The safety of employees has been ensured with various systems, and committees being operational. The hospital implemented a policy of not encouraging any discrimination on the basis of caste, religion, gender, or socioeconomic background among employees. The hospital is maintaining a workplace free from alcohol, tobacco, and other substance abuses. The employees are encouraged to approach the supervisors and managers in case of grievances. If any employee believes that he or she has been victim of harassment or knows of another employee who has been, they have the right to report directly to human resources department. The hospital has a grievance cell for its employees which provides two grievance boxes where employees can lodge thier complaints through written notes which are checked once every week, and the grievance cell meets once every month to review the complaints. In addition, employees can approach an executive in human resources department. Emergency codes such as Code Red, Code White are displayed in wards and corridors.

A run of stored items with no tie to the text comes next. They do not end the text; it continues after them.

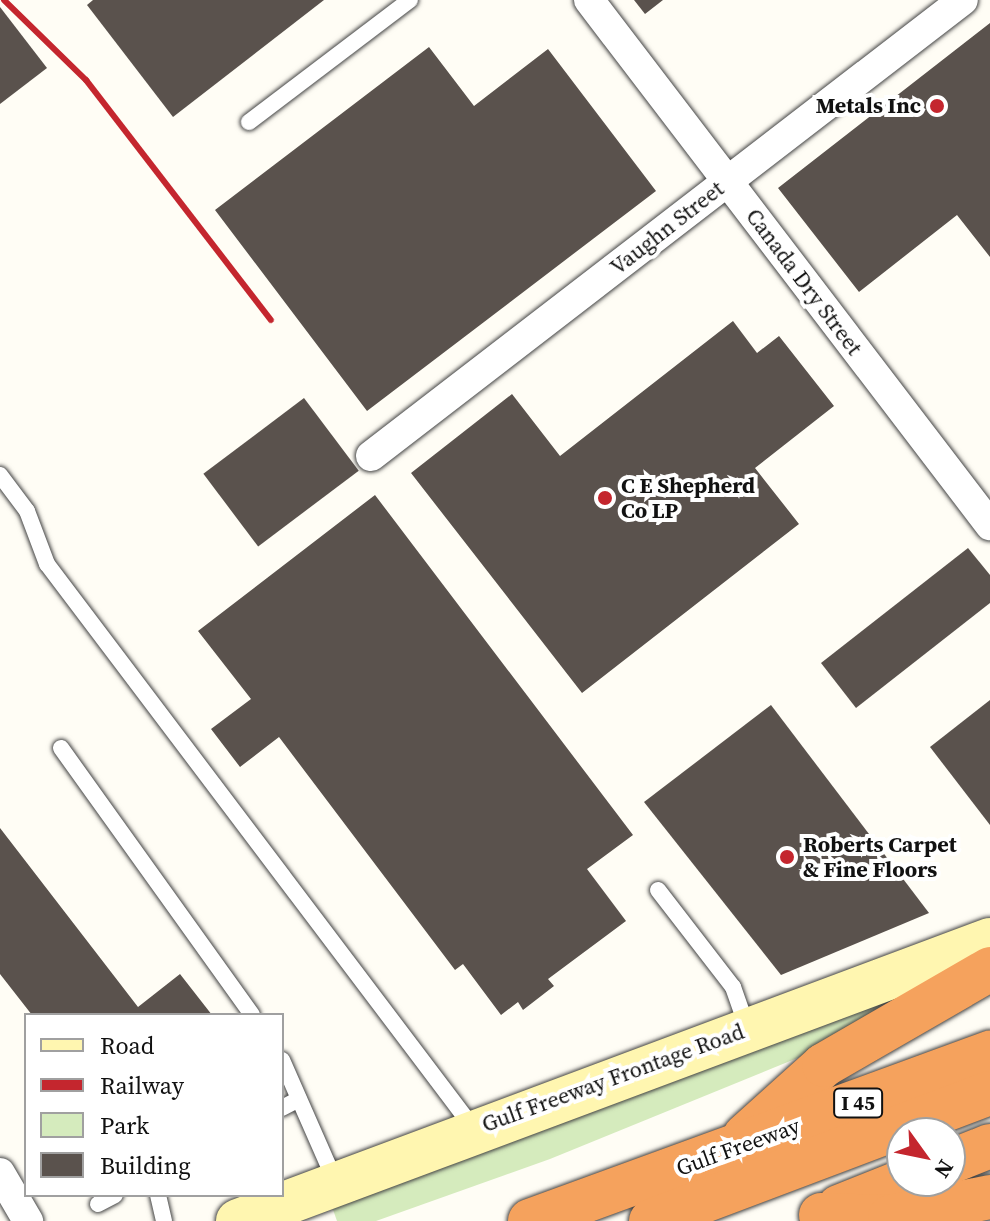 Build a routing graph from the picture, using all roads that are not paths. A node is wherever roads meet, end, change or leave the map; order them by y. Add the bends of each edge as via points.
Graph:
1 (410, 0) edge
2 (589, 0) edge
3 (963, 0) edge
4 (249, 122) dead end
5 (727, 181) junction
6 (371, 456) dead end
7 (0, 475) edge
8 (990, 525) edge
9 (61, 748) dead end
10 (658, 890) dead end
11 (990, 940) edge
12 (990, 969) edge
13 (251, 1013) edge
14 (747, 1029) junction
15 (990, 1053) edge
16 (284, 1065) edge
17 (990, 1093) edge
18 (299, 1099) junction
19 (284, 1107) edge
20 (474, 1129) junction
21 (990, 1146) edge
22 (726, 1153) junction
23 (966, 1156) edge
24 (0, 1173) edge
25 (335, 1183) junction
26 (886, 1188) edge
27 (111, 1197) edge
28 (158, 1197) edge
29 (990, 1197) edge
30 (98, 1204) dead end
31 (813, 1218) edge
32 (239, 1220) edge
33 (28, 1221) edge
34 (164, 1221) edge
35 (530, 1221) edge
36 (651, 1221) edge

1 - 4 lane
2 - 5 street, Canada Dry Street
3 - 5 street, Vaughn Street
5 - 6 street, Vaughn Street
5 - 8 street, Canada Dry Street
7 - 20 lane via 27,511 47,564
9 - 13 lane
10 - 14 lane via 733,987
11 - 14 main road, Gulf Freeway Frontage Road
12 - 22 highway via 824,1065
14 - 20 main road, Gulf Freeway Frontage Road
15 - 22 highway, Gulf Freeway / I 45
16 - 18 lane
17 - 36 highway, Gulf Freeway
18 - 19 lane
18 - 25 lane
20 - 25 main road, Gulf Freeway Frontage Road
21 - 23 highway
22 - 35 highway, Gulf Freeway / I 45
24 - 33 street
25 - 32 main road, Gulf Freeway Frontage Road
26 - 31 highway
27 - 30 lane
28 - 34 lane
29 - 31 highway via 890,1217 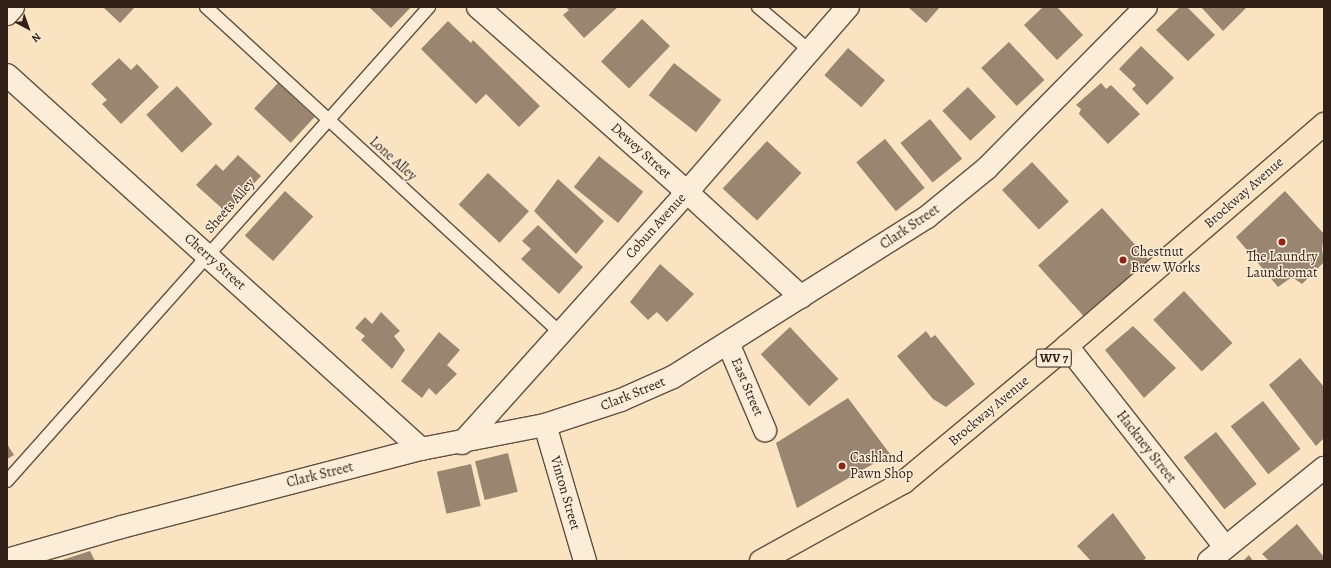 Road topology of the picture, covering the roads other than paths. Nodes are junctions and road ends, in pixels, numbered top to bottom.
1 (13, 7) edge
2 (206, 7) edge
3 (429, 7) edge
4 (478, 7) edge
5 (758, 7) edge
6 (848, 7) edge
7 (1146, 7) edge
8 (7, 14) edge
9 (809, 50) junction
10 (7, 75) edge
11 (327, 119) junction
12 (1324, 124) edge
13 (687, 192) junction
14 (207, 254) junction
15 (801, 297) junction
16 (561, 333) junction
17 (728, 343) junction
18 (1067, 346) junction
19 (545, 425) junction
20 (765, 430) dead end
21 (462, 443) junction
22 (421, 449) junction
23 (1324, 468) edge
24 (7, 481) edge
25 (1217, 554) edge
26 (7, 560) edge
27 (585, 561) edge
28 (762, 561) edge

1 - 8 street
2 - 11 lane, Lone Alley
3 - 11 lane, Sheets Alley
4 - 13 street, Dewey Street
5 - 9 lane
6 - 9 street, Cobun Avenue
7 - 15 street, Clark Street
9 - 13 street, Cobun Avenue
10 - 14 street, Cherry Street
11 - 14 lane, Sheets Alley
11 - 16 lane, Lone Alley
12 - 18 main road, Brockway Avenue / WV 7
13 - 15 street, Dewey Street
13 - 16 street, Cobun Avenue
14 - 22 street, Cherry Street
14 - 24 lane, Sheets Alley
15 - 17 street, Clark Street
16 - 21 street, Cobun Avenue
17 - 19 street, Clark Street
17 - 20 street, East Street
18 - 25 street, Hackney Street
18 - 28 main road, Brockway Avenue / WV 7
19 - 21 street, Clark Street
19 - 27 street, Vinton Street
21 - 22 street, Clark Street
22 - 26 street, Clark Street
23 - 25 street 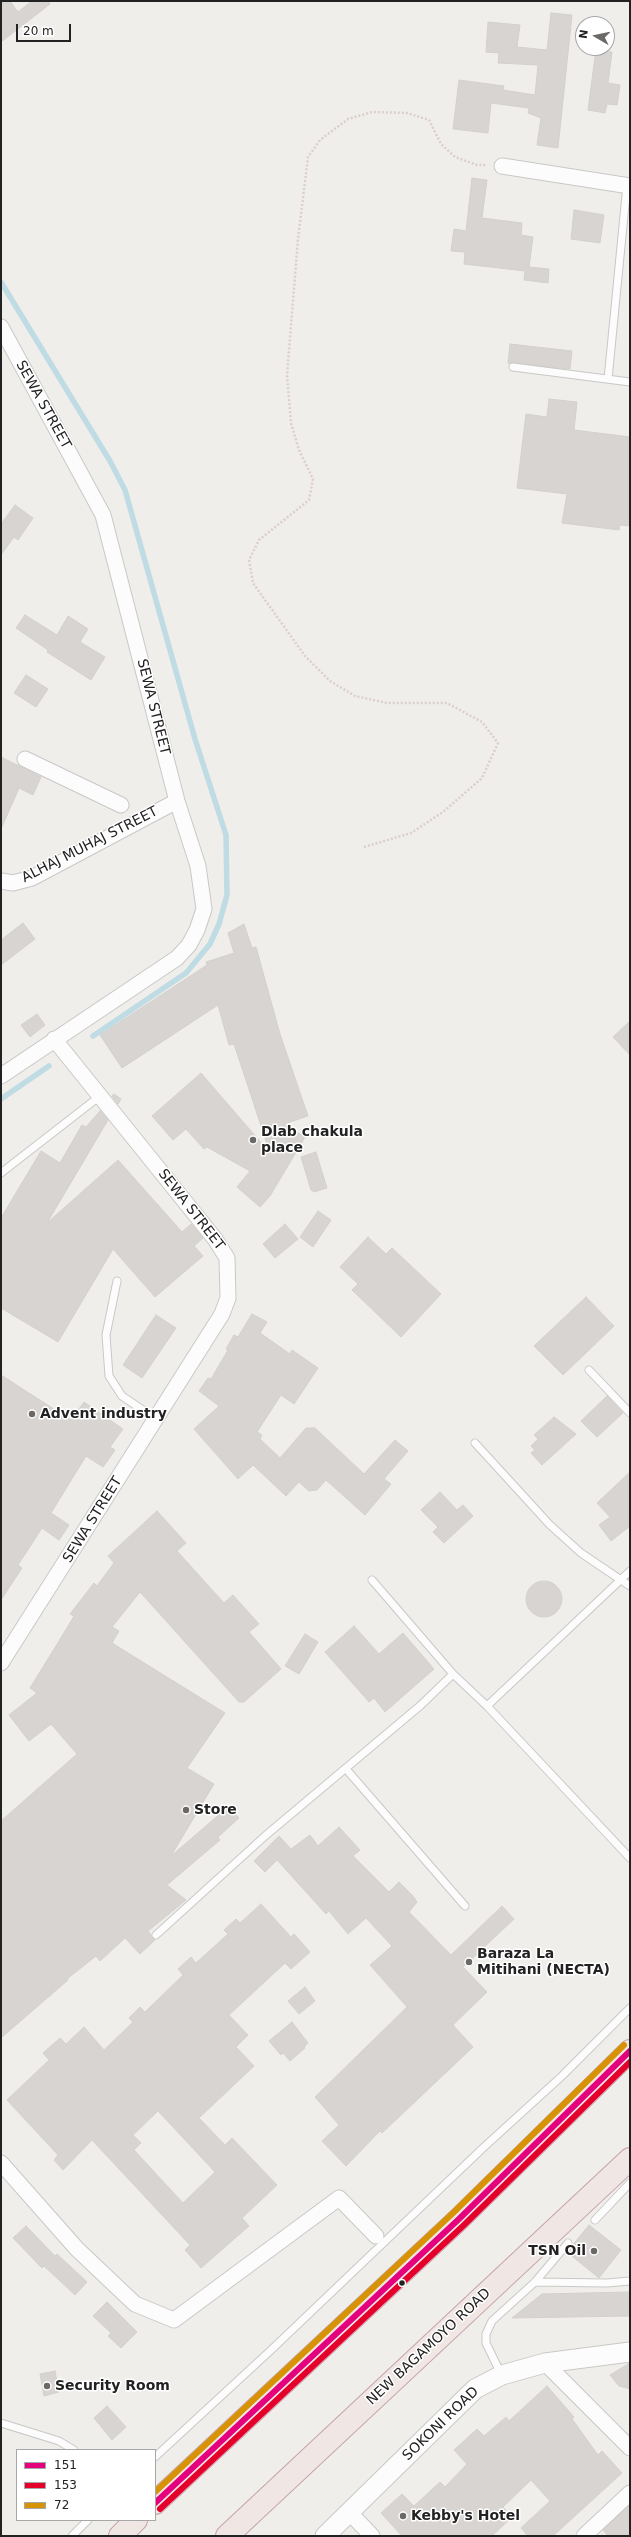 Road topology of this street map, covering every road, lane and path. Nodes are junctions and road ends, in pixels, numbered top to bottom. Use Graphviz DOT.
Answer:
graph roads {
  1 [pos="502,166"];
  2 [pos="628,186"];
  3 [pos="1,328"];
  4 [pos="513,367"];
  5 [pos="608,379"];
  6 [pos="630,382"];
  7 [pos="25,759"];
  8 [pos="177,801"];
  9 [pos="121,805"];
  10 [pos="364,847"];
  11 [pos="1,881"];
  12 [pos="54,1039"];
  13 [pos="1,1076"];
  14 [pos="100,1096"];
  15 [pos="1,1173"];
  16 [pos="117,1281"];
  17 [pos="589,1370"];
  18 [pos="630,1413"];
  19 [pos="156,1419"];
  20 [pos="475,1443"];
  21 [pos="630,1571"];
  22 [pos="372,1580"];
  23 [pos="621,1580"];
  24 [pos="630,1586"];
  25 [pos="2,1660"];
  26 [pos="453,1674"];
  27 [pos="487,1706"];
  28 [pos="346,1769"];
  29 [pos="630,1858"];
  30 [pos="465,1906"];
  31 [pos="156,1935"];
  32 [pos="630,2008"];
  33 [pos="630,2051"];
  34 [pos="630,2159"];
  35 [pos="1,2163"];
  36 [pos="630,2183"];
  37 [pos="595,2220"];
  38 [pos="376,2236"];
  39 [pos="568,2243"];
  40 [pos="630,2281"];
  41 [pos="536,2282"];
  42 [pos="630,2352"];
  43 [pos="546,2363"];
  44 [pos="502,2375"];
  45 [pos="1,2423"];
  46 [pos="630,2448"];
  47 [pos="72,2449"];
  48 [pos="156,2456"];
  49 [pos="630,2493"];
  50 [pos="156,2502"];
  51 [pos="350,2513"];
  52 [pos="87,2521"];
  53 [pos="135,2521"];
  54 [pos="72,2536"];
  55 [pos="120,2536"];
  56 [pos="227,2536"];
  57 [pos="325,2536"];
  58 [pos="372,2536"];
  59 [pos="584,2536"];
  1 -- 2 [label="street"];
  1 -- 10 [label="path"];
  2 -- 5 [label="lane"];
  3 -- 8 [label="street, SEWA STREET"];
  4 -- 5 [label="lane"];
  5 -- 6 [label="lane"];
  7 -- 9 [label="street"];
  8 -- 11 [label="street, ALHAJ MUHAJ STREET"];
  8 -- 12 [label="street, SEWA STREET"];
  12 -- 13 [label="street, SEWA STREET"];
  12 -- 14 [label="street, SEWA STREET"];
  14 -- 15 [label="lane"];
  14 -- 19 [label="street, SEWA STREET"];
  16 -- 19 [label="lane"];
  17 -- 18 [label="lane"];
  19 -- 25 [label="street, SEWA STREET"];
  20 -- 23 [label="lane"];
  21 -- 23 [label="lane"];
  22 -- 26 [label="lane"];
  23 -- 24 [label="lane"];
  23 -- 27 [label="lane"];
  26 -- 27 [label="lane"];
  26 -- 28 [label="lane"];
  27 -- 29 [label="lane"];
  28 -- 30 [label="lane"];
  28 -- 31 [label="lane"];
  32 -- 48 [label="lane"];
  33 -- 50 [label="highway"];
  34 -- 56 [label="highway, NEW BAGAMOYO ROAD"];
  35 -- 38 [label="street"];
  36 -- 37 [label="lane"];
  39 -- 41 [label="lane"];
  40 -- 41 [label="lane"];
  41 -- 44 [label="lane"];
  42 -- 43 [label="street, SOKONI ROAD"];
  43 -- 44 [label="street, SOKONI ROAD"];
  43 -- 46 [label="street"];
  44 -- 51 [label="street, SOKONI ROAD"];
  45 -- 47 [label="lane"];
  49 -- 59 [label="street"];
  51 -- 57 [label="street, SOKONI ROAD"];
  51 -- 58 [label="street"];
  52 -- 54 [label="lane"];
  53 -- 55 [label="highway"];
}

It is notified to the team comprising of Manager on Duty, Assistant Medical Superintendent, Security-In charge, Nursing Superintendent, who have to reach the place of incident immediately. A separate location is identified to discuss the patient grievances in such instances. If situation goes out of control, local police are called to control the mob. With the above policies as background, the awareness of employees toward workplace violence was studied. All the nurses are provided periodic training about customer relationship, interpersonal relationship, and harassment at workplace awareness program by a Human Resources department personnel of hospital.
Conclusion
The administrators of a hospital should ensure to facilitate safer work place environment by all possible means. In the process of providing safe work environment, each potential contributing factor needs to be addressed independently. The initial induction program of new employees should address issues such as support provided by employer, factors preserving safety environment, which builds up the confidence in new employees. Factors precipitating violence, as perceived by our employees, are consistent with research published across the world. With all the measures described above, the hospital management can mitigate the incidents of violence in hospitals.
Conflicts of interest
All authors have none to declare.
Acknowledgments
The authors acknowledge Manipal Academy of Higher Education, Manipal.